• Activity:
For each line of the listing below that contains the string "dead", copy the line.

· · · · ·

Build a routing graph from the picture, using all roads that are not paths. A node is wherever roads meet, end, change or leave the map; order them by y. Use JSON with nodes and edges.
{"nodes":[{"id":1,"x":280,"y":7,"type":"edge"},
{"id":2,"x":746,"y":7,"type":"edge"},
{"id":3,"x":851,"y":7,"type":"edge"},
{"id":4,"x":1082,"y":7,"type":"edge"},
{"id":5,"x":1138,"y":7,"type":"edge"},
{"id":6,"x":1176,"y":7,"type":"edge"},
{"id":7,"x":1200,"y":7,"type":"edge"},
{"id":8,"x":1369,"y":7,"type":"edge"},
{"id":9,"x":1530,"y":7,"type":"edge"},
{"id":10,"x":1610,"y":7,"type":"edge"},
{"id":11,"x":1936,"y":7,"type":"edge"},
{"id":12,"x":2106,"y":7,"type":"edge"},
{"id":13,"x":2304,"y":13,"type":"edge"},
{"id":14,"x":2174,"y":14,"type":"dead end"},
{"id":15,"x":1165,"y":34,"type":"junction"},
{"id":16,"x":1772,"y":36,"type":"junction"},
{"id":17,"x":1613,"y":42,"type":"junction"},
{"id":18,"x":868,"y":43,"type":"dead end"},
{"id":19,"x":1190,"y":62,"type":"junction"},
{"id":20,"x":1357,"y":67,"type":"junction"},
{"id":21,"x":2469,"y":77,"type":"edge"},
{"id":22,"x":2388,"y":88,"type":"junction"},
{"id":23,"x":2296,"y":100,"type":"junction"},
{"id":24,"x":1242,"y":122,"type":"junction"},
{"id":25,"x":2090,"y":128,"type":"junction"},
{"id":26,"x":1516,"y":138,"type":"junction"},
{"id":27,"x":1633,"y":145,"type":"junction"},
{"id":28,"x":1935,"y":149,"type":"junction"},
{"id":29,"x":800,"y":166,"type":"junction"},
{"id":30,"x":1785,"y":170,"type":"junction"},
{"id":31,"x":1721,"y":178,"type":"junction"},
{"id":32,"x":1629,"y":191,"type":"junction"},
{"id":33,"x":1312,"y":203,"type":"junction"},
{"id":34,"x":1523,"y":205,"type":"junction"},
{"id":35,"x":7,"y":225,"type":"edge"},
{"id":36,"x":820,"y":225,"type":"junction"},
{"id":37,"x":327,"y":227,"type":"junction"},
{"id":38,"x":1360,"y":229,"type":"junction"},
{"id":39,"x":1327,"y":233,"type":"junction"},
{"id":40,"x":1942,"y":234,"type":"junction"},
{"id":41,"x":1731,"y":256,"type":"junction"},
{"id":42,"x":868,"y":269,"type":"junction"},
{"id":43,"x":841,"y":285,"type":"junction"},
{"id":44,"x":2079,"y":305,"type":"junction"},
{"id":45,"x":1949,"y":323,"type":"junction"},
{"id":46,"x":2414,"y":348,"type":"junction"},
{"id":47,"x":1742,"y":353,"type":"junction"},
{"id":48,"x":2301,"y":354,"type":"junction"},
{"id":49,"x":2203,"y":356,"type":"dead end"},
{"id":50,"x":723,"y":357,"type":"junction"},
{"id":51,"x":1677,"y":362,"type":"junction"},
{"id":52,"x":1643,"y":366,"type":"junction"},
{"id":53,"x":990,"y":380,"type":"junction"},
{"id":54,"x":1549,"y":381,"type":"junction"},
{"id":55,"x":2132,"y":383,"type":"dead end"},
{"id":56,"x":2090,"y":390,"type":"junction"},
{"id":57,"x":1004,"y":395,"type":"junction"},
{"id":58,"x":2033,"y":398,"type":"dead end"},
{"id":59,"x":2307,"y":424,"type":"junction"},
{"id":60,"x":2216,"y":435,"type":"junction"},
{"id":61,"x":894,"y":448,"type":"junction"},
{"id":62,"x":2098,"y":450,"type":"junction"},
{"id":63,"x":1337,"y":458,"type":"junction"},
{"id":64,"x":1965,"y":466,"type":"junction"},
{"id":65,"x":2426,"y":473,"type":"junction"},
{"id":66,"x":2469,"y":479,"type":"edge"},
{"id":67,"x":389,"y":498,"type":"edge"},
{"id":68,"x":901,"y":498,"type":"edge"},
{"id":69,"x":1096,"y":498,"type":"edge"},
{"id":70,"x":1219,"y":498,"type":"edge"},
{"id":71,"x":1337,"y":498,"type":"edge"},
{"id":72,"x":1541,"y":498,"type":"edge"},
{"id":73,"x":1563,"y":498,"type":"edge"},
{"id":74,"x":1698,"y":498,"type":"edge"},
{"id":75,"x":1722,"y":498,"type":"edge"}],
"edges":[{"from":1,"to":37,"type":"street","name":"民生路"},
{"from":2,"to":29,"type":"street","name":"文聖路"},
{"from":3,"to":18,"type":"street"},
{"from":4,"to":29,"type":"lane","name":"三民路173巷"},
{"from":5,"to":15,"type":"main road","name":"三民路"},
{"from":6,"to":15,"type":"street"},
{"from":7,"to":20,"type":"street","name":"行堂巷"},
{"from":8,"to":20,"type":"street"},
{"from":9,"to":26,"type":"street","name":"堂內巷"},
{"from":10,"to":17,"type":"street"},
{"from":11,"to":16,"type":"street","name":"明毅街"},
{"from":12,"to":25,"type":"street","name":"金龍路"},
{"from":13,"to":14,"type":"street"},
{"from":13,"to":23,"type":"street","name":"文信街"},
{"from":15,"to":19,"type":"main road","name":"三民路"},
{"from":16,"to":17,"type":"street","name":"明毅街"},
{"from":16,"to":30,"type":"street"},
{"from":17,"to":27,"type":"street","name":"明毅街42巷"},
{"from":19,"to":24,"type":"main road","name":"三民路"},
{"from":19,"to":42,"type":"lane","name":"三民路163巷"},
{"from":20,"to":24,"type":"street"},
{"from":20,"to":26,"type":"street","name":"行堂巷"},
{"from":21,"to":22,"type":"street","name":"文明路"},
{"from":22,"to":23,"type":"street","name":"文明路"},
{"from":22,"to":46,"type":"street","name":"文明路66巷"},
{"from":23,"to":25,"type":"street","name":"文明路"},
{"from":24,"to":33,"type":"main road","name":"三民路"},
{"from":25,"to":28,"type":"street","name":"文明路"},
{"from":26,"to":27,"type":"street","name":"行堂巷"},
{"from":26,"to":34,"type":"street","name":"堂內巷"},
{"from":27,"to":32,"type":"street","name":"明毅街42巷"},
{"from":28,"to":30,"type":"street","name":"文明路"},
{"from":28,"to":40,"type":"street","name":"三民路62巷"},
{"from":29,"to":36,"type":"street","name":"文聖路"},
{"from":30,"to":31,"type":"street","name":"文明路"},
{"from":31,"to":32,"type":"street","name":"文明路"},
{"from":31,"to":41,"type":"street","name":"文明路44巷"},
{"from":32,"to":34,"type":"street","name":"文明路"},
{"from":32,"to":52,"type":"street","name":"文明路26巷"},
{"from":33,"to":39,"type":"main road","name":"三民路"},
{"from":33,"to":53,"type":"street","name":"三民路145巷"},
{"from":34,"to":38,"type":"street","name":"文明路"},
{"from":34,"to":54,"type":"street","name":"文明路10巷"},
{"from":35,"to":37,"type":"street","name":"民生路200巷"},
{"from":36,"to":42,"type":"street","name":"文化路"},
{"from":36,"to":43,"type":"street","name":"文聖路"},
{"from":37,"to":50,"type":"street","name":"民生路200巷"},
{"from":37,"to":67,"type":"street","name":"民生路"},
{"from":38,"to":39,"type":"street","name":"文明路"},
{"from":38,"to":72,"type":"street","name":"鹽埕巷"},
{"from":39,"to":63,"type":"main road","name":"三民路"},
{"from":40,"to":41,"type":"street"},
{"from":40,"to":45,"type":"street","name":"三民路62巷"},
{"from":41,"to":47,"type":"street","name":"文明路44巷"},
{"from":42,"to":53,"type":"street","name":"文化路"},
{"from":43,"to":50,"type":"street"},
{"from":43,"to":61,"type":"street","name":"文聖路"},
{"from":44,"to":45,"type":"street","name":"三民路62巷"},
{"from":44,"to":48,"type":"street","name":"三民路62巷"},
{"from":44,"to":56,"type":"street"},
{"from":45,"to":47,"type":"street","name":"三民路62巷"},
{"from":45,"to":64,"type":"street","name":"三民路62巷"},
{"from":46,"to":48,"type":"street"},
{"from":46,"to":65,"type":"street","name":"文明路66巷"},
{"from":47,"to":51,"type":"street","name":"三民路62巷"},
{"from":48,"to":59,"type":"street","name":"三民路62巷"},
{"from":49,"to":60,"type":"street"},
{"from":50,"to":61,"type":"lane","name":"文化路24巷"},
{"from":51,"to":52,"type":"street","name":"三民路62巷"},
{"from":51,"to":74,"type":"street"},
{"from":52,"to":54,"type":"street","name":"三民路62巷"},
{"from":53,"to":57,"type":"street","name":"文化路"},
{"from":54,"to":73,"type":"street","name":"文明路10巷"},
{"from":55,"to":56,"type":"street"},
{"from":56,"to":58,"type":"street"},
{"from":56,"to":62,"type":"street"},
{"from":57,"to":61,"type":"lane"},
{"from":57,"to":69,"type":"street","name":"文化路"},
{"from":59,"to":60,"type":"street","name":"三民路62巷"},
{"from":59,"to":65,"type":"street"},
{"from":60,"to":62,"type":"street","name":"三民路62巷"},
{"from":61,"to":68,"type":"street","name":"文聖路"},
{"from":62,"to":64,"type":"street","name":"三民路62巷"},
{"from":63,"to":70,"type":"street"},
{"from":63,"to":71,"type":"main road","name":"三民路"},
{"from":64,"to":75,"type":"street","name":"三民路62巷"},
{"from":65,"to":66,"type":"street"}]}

· · · · ·

• Response area:
{"id":14,"x":2174,"y":14,"type":"dead end"},
{"id":18,"x":868,"y":43,"type":"dead end"},
{"id":49,"x":2203,"y":356,"type":"dead end"},
{"id":55,"x":2132,"y":383,"type":"dead end"},
{"id":58,"x":2033,"y":398,"type":"dead end"},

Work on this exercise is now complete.